- **Requirement**: Below are entries. Copy exactly the lines running from the line that holds "flex:none; width:33px; height:33px;" to the line that holds "2 1 2 8 2 1", with both ends included.

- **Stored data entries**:

● ● ● ● ●

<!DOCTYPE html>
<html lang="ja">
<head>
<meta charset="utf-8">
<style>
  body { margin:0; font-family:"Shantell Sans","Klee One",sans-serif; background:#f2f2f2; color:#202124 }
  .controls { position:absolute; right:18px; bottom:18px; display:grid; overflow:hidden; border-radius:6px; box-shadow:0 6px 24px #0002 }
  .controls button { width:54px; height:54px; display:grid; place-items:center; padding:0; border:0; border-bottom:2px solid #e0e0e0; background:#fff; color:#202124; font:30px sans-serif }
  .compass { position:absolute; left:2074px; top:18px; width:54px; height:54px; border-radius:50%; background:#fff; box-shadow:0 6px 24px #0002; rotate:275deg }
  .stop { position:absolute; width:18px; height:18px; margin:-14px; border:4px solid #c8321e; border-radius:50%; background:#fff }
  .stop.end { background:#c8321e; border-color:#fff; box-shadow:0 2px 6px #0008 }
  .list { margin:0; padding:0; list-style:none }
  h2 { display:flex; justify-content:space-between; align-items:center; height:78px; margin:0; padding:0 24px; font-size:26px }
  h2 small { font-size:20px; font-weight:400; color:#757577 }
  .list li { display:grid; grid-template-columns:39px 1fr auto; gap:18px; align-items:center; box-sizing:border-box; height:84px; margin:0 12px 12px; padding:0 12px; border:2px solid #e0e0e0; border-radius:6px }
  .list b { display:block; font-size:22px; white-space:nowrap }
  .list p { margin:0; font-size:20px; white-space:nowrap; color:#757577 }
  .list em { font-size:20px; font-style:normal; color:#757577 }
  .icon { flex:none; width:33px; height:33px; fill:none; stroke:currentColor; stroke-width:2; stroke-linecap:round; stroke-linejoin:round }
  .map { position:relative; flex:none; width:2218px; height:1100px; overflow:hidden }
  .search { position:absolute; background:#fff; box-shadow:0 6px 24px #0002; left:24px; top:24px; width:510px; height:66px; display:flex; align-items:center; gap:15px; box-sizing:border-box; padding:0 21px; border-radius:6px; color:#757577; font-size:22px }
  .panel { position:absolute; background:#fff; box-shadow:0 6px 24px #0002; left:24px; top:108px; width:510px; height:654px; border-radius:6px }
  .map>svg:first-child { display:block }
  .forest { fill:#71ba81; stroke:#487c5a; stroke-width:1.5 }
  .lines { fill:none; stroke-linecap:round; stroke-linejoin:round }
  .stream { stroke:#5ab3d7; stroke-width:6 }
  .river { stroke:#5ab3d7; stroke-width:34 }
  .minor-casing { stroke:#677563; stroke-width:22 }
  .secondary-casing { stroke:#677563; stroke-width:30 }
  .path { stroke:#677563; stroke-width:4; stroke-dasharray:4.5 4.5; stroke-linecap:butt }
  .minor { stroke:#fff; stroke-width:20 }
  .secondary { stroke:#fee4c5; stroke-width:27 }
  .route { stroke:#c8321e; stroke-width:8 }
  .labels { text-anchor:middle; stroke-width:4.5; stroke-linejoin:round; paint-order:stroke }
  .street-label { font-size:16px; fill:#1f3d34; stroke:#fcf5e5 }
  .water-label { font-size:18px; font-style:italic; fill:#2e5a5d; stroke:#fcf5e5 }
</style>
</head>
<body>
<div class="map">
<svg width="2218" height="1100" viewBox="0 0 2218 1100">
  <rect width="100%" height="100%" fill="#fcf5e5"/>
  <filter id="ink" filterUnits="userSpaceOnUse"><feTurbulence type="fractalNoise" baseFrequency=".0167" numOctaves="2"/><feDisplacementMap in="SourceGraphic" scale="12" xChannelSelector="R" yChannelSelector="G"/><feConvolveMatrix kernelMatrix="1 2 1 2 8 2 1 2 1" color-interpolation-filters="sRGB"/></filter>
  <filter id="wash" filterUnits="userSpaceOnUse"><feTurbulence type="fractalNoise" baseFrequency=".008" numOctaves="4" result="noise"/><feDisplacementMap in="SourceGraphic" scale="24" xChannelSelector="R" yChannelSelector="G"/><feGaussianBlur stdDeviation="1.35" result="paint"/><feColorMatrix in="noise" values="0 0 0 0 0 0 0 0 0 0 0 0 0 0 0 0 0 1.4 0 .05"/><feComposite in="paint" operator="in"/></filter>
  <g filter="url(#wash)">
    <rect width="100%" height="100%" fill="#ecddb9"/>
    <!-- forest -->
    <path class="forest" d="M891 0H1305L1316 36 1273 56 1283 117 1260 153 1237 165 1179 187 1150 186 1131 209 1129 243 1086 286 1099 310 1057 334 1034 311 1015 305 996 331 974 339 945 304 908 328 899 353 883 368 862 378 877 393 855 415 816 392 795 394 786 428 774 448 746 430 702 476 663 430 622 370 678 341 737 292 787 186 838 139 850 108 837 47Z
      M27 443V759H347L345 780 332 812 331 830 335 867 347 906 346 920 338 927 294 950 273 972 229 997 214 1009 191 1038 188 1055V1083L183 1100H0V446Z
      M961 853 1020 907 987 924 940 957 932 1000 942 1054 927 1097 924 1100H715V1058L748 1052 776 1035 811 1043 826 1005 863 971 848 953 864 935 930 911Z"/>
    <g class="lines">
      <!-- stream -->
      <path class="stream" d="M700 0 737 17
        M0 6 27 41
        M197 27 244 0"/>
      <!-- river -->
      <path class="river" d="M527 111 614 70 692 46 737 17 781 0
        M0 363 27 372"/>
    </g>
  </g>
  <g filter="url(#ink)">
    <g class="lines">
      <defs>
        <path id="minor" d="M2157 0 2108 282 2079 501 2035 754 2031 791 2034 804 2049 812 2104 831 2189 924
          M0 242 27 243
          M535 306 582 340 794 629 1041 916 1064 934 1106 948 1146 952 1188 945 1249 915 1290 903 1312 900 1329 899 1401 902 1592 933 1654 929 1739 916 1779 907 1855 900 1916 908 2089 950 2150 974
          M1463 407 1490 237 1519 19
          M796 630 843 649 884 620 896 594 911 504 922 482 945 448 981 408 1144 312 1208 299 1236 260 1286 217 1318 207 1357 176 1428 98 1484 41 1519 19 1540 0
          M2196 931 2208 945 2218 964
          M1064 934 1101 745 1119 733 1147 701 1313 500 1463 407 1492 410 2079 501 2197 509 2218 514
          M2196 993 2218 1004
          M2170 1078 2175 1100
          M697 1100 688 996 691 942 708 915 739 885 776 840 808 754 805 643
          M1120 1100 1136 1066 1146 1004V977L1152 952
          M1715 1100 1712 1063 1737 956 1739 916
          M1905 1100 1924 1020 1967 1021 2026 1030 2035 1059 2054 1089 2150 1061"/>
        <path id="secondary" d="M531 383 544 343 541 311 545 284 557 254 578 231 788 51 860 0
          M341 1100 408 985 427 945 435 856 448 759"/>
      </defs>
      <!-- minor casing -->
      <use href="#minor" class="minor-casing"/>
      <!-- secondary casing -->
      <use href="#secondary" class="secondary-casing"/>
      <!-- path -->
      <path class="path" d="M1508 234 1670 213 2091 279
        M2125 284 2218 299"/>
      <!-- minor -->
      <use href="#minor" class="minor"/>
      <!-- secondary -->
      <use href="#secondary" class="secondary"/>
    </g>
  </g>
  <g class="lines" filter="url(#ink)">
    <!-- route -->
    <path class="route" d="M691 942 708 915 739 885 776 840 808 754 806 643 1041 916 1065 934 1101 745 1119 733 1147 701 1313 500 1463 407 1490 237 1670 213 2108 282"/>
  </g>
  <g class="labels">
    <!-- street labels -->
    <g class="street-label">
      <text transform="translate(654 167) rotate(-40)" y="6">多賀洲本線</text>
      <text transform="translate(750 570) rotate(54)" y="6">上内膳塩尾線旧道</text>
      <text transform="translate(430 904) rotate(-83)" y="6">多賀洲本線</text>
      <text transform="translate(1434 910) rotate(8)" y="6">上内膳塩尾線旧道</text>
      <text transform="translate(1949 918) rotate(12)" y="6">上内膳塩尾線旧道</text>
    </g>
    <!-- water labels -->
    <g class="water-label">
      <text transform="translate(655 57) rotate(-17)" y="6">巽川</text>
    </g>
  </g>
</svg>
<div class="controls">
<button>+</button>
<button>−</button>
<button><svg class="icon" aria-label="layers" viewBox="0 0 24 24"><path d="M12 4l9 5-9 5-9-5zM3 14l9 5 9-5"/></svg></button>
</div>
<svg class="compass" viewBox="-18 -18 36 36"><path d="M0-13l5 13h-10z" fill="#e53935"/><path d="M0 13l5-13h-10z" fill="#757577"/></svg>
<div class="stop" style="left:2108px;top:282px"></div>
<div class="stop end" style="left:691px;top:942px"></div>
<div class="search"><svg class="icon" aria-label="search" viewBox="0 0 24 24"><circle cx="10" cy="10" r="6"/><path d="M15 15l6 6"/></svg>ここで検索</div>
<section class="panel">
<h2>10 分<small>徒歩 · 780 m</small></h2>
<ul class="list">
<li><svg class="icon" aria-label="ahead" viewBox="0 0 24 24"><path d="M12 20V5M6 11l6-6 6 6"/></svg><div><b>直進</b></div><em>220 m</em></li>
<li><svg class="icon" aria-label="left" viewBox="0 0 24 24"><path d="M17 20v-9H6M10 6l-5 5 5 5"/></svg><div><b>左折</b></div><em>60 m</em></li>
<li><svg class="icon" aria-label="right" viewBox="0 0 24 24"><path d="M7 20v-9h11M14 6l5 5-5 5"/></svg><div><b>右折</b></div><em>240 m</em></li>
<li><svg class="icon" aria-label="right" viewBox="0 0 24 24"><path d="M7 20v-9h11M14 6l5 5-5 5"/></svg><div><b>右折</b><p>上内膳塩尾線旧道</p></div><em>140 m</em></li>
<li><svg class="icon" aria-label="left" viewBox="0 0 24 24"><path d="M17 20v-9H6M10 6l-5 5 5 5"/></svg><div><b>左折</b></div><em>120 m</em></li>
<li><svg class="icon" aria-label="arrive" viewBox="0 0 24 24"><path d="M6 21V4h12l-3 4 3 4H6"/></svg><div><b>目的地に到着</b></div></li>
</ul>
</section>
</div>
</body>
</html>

● ● ● ● ●

- **Answer for this exercise**:
  .icon { flex:none; width:33px; height:33px; fill:none; stroke:currentColor; stroke-width:2; stroke-linecap:round; stroke-linejoin:round }
  .map { position:relative; flex:none; width:2218px; height:1100px; overflow:hidden }
  .search { position:absolute; background:#fff; box-shadow:0 6px 24px #0002; left:24px; top:24px; width:510px; height:66px; display:flex; align-items:center; gap:15px; box-sizing:border-box; padding:0 21px; border-radius:6px; color:#757577; font-size:22px }
  .panel { position:absolute; background:#fff; box-shadow:0 6px 24px #0002; left:24px; top:108px; width:510px; height:654px; border-radius:6px }
  .map>svg:first-child { display:block }
  .forest { fill:#71ba81; stroke:#487c5a; stroke-width:1.5 }
  .lines { fill:none; stroke-linecap:round; stroke-linejoin:round }
  .stream { stroke:#5ab3d7; stroke-width:6 }
  .river { stroke:#5ab3d7; stroke-width:34 }
  .minor-casing { stroke:#677563; stroke-width:22 }
  .secondary-casing { stroke:#677563; stroke-width:30 }
  .path { stroke:#677563; stroke-width:4; stroke-dasharray:4.5 4.5; stroke-linecap:butt }
  .minor { stroke:#fff; stroke-width:20 }
  .secondary { stroke:#fee4c5; stroke-width:27 }
  .route { stroke:#c8321e; stroke-width:8 }
  .labels { text-anchor:middle; stroke-width:4.5; stroke-linejoin:round; paint-order:stroke }
  .street-label { font-size:16px; fill:#1f3d34; stroke:#fcf5e5 }
  .water-label { font-size:18px; font-style:italic; fill:#2e5a5d; stroke:#fcf5e5 }
</style>
</head>
<body>
<div class="map">
<svg width="2218" height="1100" viewBox="0 0 2218 1100">
  <rect width="100%" height="100%" fill="#fcf5e5"/>
  <filter id="ink" filterUnits="userSpaceOnUse"><feTurbulence type="fractalNoise" baseFrequency=".0167" numOctaves="2"/><feDisplacementMap in="SourceGraphic" scale="12" xChannelSelector="R" yChannelSelector="G"/><feConvolveMatrix kernelMatrix="1 2 1 2 8 2 1 2 1" color-interpolation-filters="sRGB"/></filter>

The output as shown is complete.